Wednesday, June 30, 2010

How important is a detail?


I finally finished collating all the editions of Mrs. Dalloway that were produced in Woolf’s lifetime and I have charts to show you where each of the over 300 differences between the first British and first American edition lie.

Now, I’m going through that list and writing the textual notes. The finished edition will have a complete list, but it will also have a more discursive section of textual notes, where I will take the time to explain and clarify some of the differences among editions. Not every change needs an explanation: if a comma gets added or goes missing, the textual apparatus notes that. But if that comma change creates a problematic reading or if there a phrase moves from the beginning to the end of a paragraph, the textual notes will explain what I know about how that came to happen.

These notes are not meant to be an interpretation, mind you, but to present the facts as I know them. The edition is for everyone; my personality will come through, but it’s meant to be subtle.

When I was working with the American proofs of Mrs. Dalloway at the Lilly Library in Bloomington, I tried to note as much as I possibly could. That leaves me, today, looking at a note from 2007. If I make it a textual note, the phrase “in fact,” added to the first American edition, but not the first British, would be annotated as follows: “Her handwriting on AP is a bit difficult to decipher here: the dot that would seem to need to be over the “i” is over the “n.””

Really? Could the phrase “in fact” wherever that dot occurs, be anything other than “in fact”? Do I need to record that for posterity? Will anyone every be able to make anything of that?

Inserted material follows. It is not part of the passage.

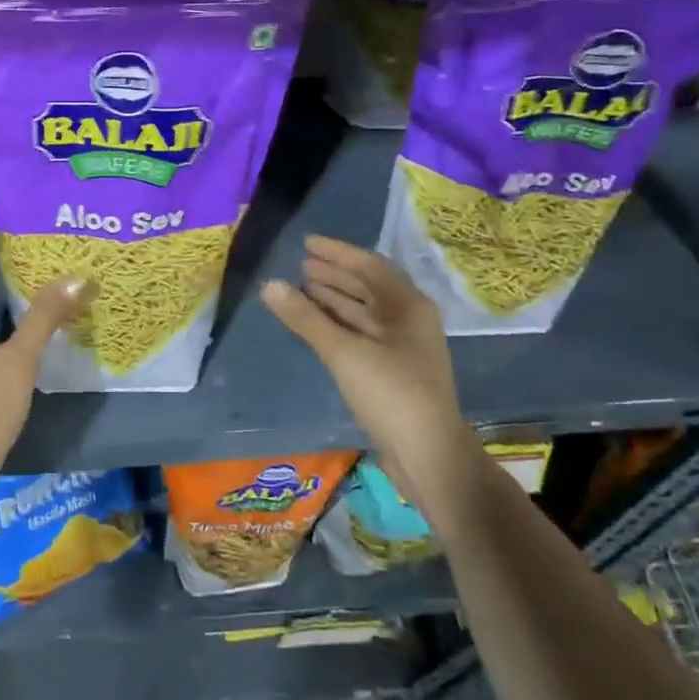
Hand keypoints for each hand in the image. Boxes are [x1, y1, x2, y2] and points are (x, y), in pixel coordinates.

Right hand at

And yet, trivial as it seems, when I deleted it a moment ago, I immediately hit “undo.” For now, it stands. A silly, unneeded note that may not make the cut and yet, also, somehow a momentarily interesting human touch: Woolf’s handwriting was sloppy while she was correcting proofs.

Tuesday, June 29, 2010

How I miss Gourmet

We are up on the St. Lawrence River for our annual month, catching Canadian cell phone lines and French radio, looking out on the rainy water and recharging from a year in the big city.

As ever, I have brought a couple food magazines with me, but oh, the loss of Gourmet is tough. Bon Appetit is just so ordinary and safe. Its whole attitude to its audience is vaguely condescending, like a mama trying to coax a child to just give the broccoli a taste. The July letter from the editor reassures us that “while you may notice that a few recipes call for some spicier notes, don’t be put off: The heat is often tempered with sweet.”

Ruth Reichl would never have written that. She dives right in to the calves brains and is so full of luxe enthusiasm that you consider following her.


Thursday, June 24, 2010

How a novelist finds her subject

As I work on the edition of Mrs. Dalloway, I have been trying to read all (or many 0f) the books that she read while writing. Today’s reading has been in Percy Lubbock’s The Craft of Fiction, a critical work on the novel on which Woolf took copious notes. I particularly love this gem, in which Lubbock limits his scope, turning away from a study of inspiration and toward a study of form:
How a novelist finds his subject, in a human being or in a situation or a turn of thought, this indeed is beyond us; we might look long at the very world that Tolstoy saw, we should never detect the unwritten book he found there; and he can seldom (he and the rest of them) give any account of the process of discovery. (23)
It’s a lovely and wise sentiment: even if we could reconstruct a novelist's whole world, we will not have solved the mystery of creativity and discovery. I believe it.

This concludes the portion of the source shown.